▶ **PROBLEM DETAILS**
Scan the entries for the word "Маркуса", and copy every line where it appears.

▶ **Saved entries**

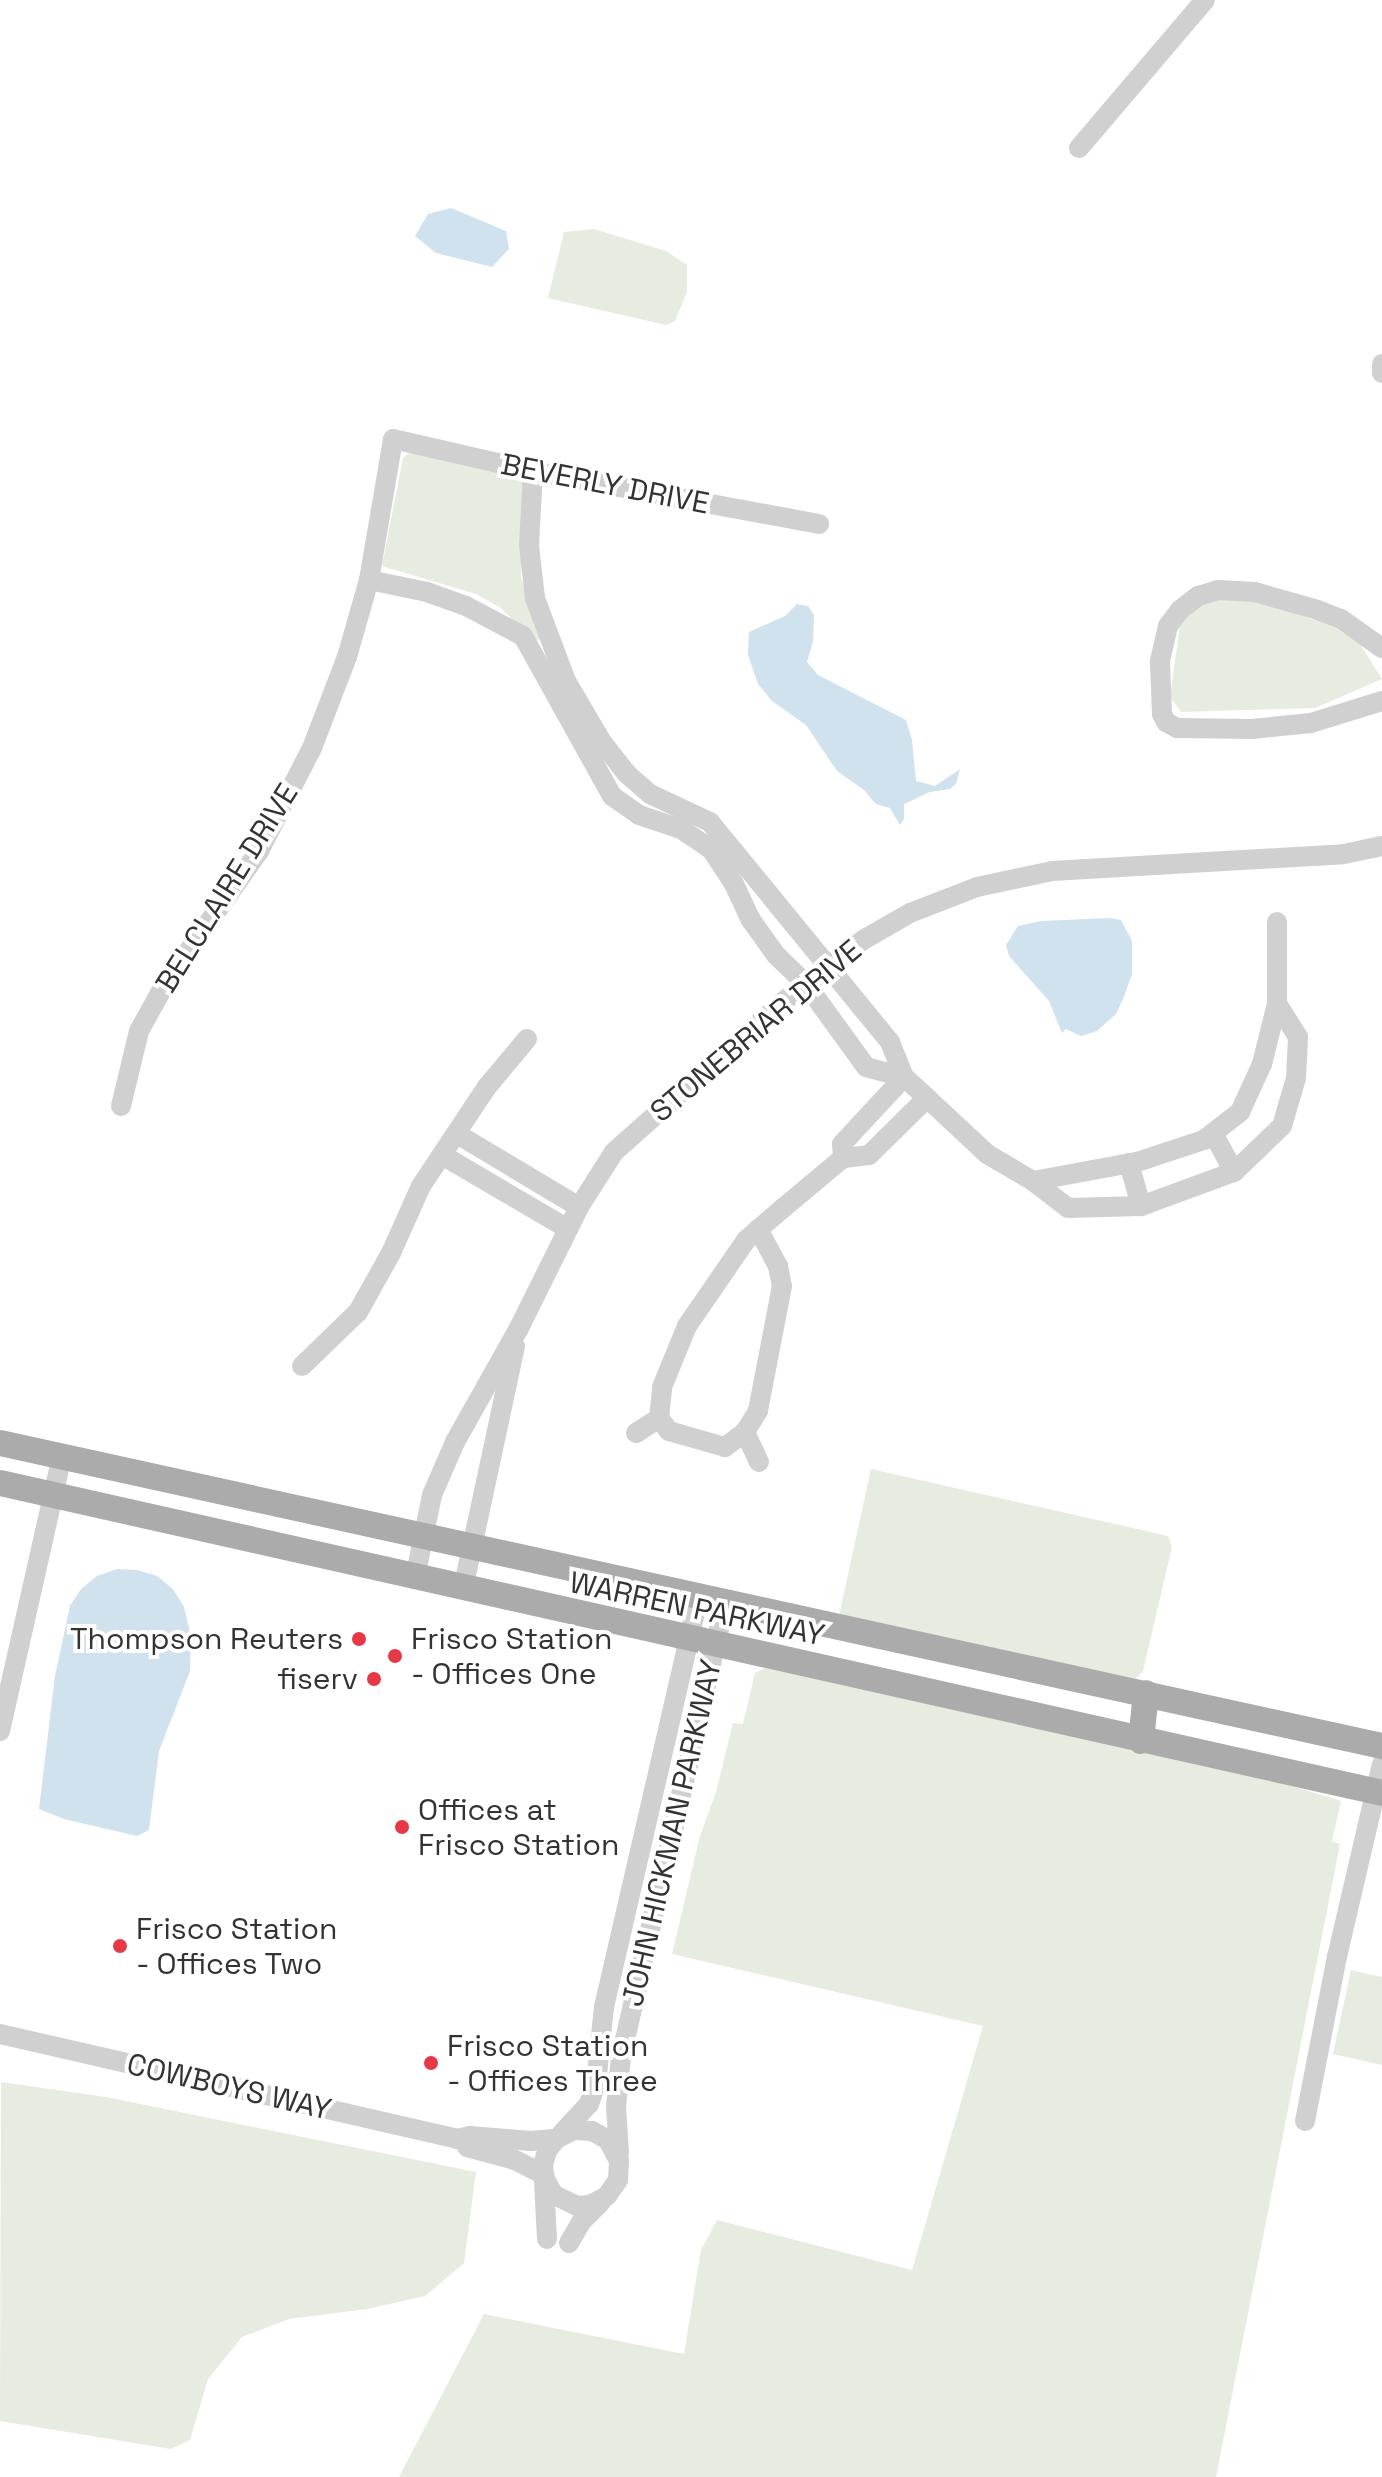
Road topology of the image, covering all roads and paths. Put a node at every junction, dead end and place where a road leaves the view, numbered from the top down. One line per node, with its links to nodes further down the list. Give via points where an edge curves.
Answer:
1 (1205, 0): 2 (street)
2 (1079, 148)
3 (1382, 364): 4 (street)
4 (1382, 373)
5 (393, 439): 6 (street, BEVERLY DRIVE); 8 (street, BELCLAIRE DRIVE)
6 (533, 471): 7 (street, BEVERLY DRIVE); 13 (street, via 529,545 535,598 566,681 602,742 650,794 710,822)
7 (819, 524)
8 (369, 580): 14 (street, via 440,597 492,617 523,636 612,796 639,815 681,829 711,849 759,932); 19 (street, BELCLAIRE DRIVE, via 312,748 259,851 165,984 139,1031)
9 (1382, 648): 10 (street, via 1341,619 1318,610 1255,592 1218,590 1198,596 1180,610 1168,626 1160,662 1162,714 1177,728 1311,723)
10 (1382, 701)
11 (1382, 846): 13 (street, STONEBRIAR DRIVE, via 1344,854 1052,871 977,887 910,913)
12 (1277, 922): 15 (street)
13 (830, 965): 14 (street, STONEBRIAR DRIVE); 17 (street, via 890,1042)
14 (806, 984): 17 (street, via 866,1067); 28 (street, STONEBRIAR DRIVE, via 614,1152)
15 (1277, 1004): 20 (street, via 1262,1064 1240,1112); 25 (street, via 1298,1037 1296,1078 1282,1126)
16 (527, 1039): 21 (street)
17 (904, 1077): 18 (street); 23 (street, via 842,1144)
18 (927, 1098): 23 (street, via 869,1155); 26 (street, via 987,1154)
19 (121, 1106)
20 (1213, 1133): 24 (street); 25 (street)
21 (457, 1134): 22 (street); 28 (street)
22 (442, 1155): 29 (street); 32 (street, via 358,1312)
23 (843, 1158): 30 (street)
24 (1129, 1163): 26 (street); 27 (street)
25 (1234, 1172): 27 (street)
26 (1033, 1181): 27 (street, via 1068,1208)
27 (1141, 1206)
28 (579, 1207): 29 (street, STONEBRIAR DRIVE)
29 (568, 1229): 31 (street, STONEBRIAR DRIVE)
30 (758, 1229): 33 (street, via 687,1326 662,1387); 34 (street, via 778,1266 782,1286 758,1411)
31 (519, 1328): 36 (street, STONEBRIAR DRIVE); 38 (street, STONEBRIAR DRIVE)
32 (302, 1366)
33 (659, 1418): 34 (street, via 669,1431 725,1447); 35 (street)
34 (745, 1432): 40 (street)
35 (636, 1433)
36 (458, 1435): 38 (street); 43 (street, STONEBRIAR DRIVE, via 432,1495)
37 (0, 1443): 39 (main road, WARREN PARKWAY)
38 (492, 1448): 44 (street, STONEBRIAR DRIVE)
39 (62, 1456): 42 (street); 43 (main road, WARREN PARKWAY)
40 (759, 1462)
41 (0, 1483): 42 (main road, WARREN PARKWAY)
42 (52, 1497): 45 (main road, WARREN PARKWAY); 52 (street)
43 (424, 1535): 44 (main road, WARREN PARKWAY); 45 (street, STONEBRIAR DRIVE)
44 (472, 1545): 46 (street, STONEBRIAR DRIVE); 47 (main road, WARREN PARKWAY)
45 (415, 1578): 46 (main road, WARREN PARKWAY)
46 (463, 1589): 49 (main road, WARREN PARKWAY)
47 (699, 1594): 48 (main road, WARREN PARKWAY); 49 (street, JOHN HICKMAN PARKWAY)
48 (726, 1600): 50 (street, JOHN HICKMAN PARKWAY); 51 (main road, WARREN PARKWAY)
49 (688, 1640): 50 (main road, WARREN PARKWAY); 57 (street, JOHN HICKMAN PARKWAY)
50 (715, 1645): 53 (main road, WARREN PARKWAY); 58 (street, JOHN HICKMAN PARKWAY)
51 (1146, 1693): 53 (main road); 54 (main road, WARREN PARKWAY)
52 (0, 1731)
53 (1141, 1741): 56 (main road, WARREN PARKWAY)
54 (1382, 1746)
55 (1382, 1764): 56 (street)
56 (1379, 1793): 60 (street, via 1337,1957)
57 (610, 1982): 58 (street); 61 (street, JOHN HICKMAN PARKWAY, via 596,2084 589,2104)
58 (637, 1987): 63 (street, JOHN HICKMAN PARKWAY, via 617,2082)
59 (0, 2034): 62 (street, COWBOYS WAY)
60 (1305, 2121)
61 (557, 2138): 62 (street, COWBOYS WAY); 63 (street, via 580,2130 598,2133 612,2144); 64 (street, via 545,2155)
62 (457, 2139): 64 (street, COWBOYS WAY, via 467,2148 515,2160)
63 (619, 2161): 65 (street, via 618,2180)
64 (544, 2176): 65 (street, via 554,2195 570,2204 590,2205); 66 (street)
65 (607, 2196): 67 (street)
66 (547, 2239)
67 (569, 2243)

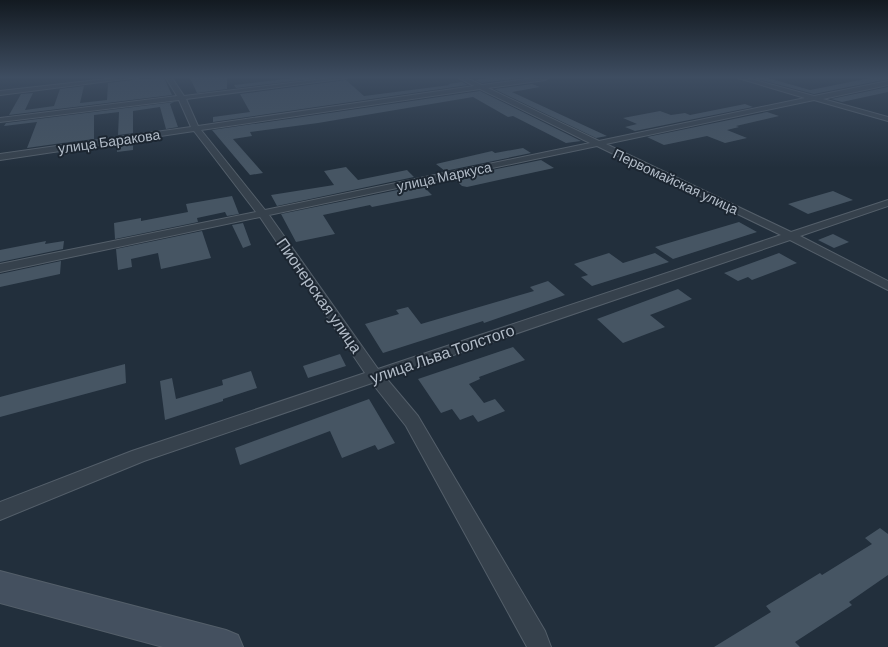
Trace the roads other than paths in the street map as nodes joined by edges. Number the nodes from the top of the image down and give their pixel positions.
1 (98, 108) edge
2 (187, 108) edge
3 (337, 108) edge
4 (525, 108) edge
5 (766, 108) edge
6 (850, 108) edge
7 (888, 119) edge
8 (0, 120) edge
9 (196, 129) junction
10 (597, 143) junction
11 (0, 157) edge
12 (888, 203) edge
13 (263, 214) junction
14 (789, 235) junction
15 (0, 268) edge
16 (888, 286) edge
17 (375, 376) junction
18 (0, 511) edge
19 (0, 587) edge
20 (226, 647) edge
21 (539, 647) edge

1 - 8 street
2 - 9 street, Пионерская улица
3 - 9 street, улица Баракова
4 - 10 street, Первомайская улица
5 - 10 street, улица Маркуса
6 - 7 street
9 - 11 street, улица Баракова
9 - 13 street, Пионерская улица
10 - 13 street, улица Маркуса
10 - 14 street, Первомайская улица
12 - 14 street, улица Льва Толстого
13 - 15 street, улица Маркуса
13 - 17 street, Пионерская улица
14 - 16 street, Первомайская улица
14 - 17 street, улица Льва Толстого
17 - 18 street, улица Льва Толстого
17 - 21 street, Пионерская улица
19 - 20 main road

▶ **THE COMPLETED TASK**
5 - 10 street, улица Маркуса
10 - 13 street, улица Маркуса
13 - 15 street, улица Маркуса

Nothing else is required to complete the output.